(Beginning of Supplied data)

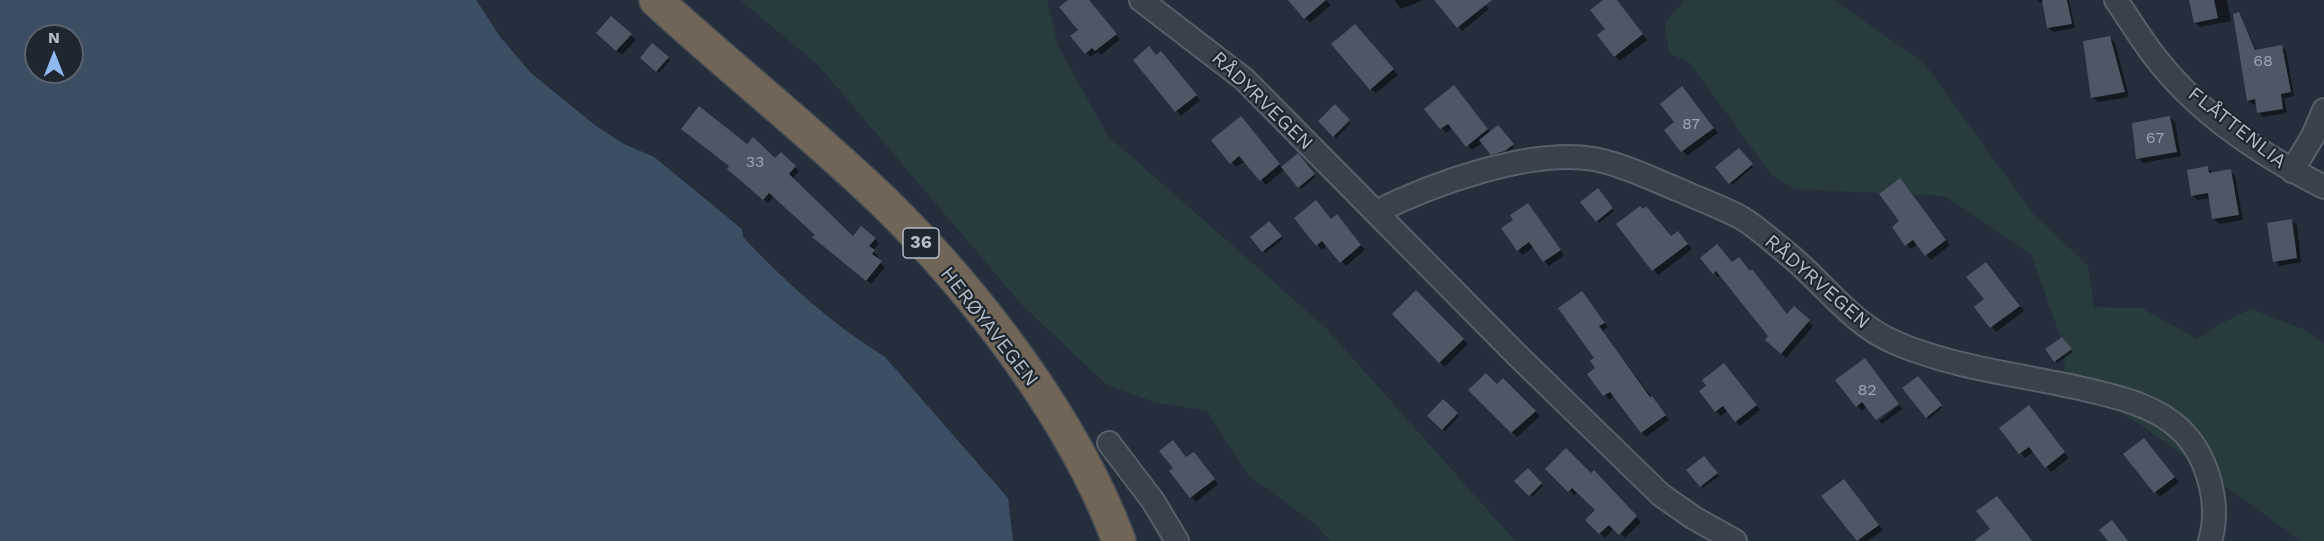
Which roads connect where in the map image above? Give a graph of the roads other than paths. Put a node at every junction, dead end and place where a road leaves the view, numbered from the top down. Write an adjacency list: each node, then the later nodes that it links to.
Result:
1 (656, 0): 9 (highway, HERØYAVEGEN / 36)
2 (1141, 0): 7 (street, RÅDYRVEGEN)
3 (2116, 0): 5 (street, FLÅTTENLIA)
4 (2324, 110): 5 (street)
5 (2292, 171): 6 (street, FLÅTTENLIA)
6 (2324, 187)
7 (1376, 212): 11 (street, RÅDYRVEGEN); 12 (street, RÅDYRVEGEN)
8 (1109, 443): 10 (street)
9 (1119, 541)
10 (1178, 541)
11 (1735, 541)
12 (2210, 541)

(End of Supplied data)

### Problem to solve
Once the pictures are set aside, please output all the data word for word.

### Expected answer
Which roads connect where in the map image above? Give a graph of the roads other than paths. Put a node at every junction, dead end and place where a road leaves the view, numbered from the top down. Write an adjacency list: each node, then the later nodes that it links to.
Result:
1 (656, 0): 9 (highway, HERØYAVEGEN / 36)
2 (1141, 0): 7 (street, RÅDYRVEGEN)
3 (2116, 0): 5 (street, FLÅTTENLIA)
4 (2324, 110): 5 (street)
5 (2292, 171): 6 (street, FLÅTTENLIA)
6 (2324, 187)
7 (1376, 212): 11 (street, RÅDYRVEGEN); 12 (street, RÅDYRVEGEN)
8 (1109, 443): 10 (street)
9 (1119, 541)
10 (1178, 541)
11 (1735, 541)
12 (2210, 541)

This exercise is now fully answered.